Exercise requirements
The lines to find are those in the entries that hold the word "Binnenhavenweg"; copy every one of them.

Stored data:
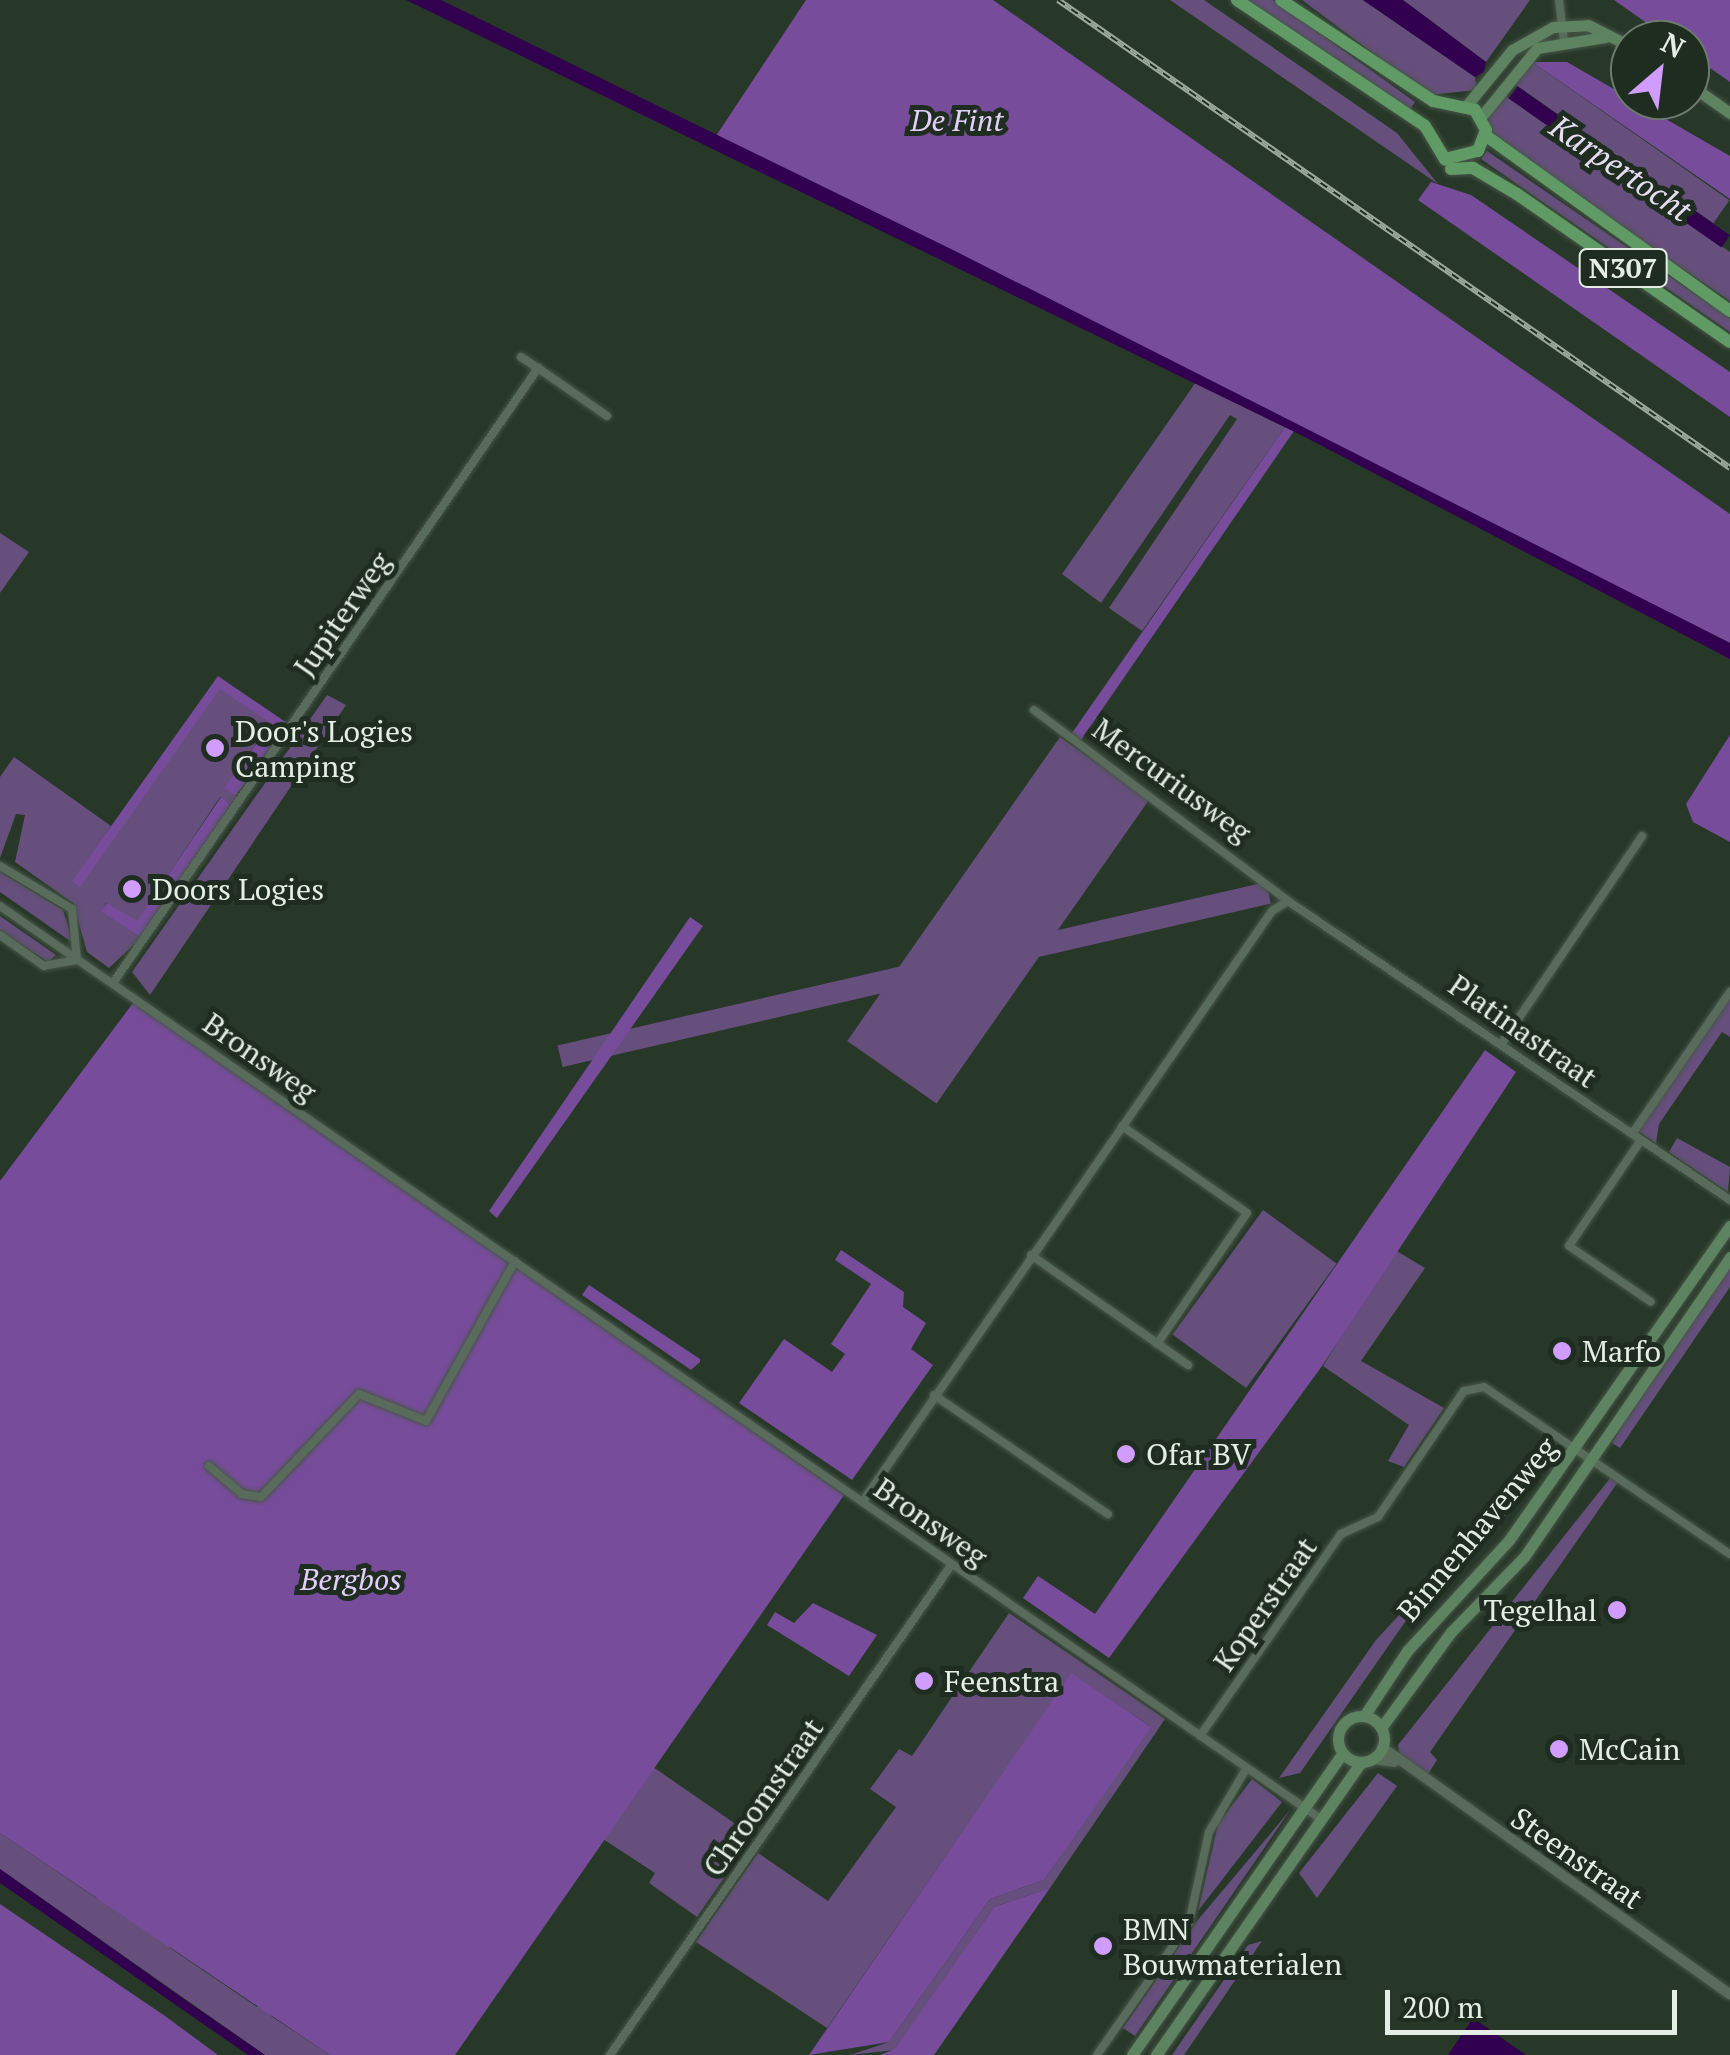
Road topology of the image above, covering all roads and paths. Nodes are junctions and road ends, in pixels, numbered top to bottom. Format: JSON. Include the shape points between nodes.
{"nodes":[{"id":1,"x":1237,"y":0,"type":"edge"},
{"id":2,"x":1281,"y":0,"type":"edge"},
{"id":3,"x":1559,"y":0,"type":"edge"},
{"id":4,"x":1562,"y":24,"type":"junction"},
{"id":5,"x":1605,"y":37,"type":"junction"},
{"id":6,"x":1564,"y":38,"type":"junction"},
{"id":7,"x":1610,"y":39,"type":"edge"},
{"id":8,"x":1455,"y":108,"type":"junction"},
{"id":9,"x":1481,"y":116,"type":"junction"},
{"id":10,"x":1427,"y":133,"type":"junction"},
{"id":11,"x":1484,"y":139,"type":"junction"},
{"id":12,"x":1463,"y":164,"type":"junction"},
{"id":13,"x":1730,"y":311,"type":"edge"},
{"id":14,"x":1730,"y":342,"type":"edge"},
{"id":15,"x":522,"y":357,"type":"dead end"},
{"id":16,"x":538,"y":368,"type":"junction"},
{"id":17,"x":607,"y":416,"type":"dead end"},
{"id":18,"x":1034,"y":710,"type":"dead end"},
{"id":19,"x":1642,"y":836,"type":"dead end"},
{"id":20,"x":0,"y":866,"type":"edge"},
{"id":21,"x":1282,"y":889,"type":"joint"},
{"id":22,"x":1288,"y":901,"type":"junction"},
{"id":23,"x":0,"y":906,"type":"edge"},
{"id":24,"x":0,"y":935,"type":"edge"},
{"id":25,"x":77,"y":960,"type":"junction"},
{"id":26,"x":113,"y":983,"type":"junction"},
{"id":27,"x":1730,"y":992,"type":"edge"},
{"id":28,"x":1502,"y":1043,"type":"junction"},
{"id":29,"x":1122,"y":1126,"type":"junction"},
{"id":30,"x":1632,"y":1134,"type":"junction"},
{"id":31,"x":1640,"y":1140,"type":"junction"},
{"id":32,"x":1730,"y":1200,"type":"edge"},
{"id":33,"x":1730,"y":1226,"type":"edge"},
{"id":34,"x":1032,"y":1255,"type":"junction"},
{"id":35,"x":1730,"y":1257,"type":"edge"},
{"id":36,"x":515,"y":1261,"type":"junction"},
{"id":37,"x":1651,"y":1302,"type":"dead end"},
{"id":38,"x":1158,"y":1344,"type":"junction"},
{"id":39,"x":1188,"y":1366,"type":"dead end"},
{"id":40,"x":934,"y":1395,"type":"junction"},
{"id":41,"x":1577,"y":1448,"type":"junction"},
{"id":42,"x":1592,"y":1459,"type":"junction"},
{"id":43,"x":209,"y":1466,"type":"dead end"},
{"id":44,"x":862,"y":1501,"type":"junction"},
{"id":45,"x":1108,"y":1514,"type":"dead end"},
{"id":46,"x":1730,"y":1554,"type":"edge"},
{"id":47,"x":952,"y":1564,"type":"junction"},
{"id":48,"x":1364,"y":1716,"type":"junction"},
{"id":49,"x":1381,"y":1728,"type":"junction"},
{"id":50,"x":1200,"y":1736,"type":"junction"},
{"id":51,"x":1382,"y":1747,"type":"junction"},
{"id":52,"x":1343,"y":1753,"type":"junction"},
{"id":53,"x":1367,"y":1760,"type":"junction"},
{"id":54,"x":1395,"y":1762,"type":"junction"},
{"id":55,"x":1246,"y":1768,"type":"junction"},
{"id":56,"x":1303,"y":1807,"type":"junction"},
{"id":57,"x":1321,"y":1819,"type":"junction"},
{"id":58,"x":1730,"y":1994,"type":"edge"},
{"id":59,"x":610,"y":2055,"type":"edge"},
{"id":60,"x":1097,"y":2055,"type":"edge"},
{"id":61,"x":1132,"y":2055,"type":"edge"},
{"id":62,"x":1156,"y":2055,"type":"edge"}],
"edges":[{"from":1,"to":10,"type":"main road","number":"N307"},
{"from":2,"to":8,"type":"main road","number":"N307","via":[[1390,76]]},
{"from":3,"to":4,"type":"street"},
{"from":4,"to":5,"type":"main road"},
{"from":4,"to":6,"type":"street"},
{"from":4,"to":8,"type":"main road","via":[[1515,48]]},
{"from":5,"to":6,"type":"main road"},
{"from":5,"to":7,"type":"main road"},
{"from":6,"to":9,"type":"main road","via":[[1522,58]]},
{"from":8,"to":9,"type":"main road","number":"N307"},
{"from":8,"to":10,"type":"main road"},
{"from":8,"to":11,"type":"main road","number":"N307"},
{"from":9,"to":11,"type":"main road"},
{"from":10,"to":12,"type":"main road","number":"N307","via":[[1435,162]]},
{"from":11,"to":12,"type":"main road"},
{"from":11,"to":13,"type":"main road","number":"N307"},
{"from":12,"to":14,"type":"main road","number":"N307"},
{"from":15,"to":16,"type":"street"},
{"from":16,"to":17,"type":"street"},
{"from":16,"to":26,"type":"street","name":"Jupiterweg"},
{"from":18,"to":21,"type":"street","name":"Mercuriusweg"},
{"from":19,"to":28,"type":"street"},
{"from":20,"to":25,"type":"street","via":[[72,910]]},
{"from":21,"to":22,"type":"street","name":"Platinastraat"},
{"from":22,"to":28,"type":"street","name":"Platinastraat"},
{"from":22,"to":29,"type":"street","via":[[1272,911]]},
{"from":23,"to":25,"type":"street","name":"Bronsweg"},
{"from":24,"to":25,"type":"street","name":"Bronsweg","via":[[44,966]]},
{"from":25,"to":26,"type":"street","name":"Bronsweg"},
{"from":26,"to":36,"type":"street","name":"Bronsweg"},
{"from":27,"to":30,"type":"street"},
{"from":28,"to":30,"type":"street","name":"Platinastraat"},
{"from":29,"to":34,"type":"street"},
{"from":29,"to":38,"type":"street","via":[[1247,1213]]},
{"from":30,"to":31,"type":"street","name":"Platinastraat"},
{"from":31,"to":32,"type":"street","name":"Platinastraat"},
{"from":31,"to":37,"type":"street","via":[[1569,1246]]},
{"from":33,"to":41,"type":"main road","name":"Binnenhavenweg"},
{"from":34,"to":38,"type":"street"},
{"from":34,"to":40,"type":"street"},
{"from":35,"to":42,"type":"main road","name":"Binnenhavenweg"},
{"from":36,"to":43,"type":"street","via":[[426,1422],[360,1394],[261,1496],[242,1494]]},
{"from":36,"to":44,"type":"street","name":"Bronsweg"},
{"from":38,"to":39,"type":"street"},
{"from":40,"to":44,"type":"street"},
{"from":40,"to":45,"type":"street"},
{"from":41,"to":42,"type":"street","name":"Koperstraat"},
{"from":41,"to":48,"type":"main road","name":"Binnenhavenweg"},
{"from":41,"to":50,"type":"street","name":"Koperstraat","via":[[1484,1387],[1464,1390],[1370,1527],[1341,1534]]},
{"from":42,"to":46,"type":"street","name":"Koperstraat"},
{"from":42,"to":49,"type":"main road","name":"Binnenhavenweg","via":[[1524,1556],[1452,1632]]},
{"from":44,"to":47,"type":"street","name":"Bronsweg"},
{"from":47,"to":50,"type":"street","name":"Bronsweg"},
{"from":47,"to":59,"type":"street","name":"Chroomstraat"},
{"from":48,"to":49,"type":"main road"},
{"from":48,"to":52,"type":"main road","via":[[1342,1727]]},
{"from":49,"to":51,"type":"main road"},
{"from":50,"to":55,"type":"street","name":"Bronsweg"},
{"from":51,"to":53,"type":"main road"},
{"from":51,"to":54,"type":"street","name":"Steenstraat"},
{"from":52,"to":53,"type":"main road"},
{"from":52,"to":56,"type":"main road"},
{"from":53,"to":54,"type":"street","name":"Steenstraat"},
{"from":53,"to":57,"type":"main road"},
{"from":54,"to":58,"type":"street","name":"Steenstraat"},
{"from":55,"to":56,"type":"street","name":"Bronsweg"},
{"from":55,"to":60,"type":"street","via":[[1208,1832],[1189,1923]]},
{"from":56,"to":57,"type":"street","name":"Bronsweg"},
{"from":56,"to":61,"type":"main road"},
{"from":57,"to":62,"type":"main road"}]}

Written answer
{"from":33,"to":41,"type":"main road","name":"Binnenhavenweg"},
{"from":35,"to":42,"type":"main road","name":"Binnenhavenweg"},
{"from":41,"to":48,"type":"main road","name":"Binnenhavenweg"},
{"from":42,"to":49,"type":"main road","name":"Binnenhavenweg","via":[[1524,1556],[1452,1632]]},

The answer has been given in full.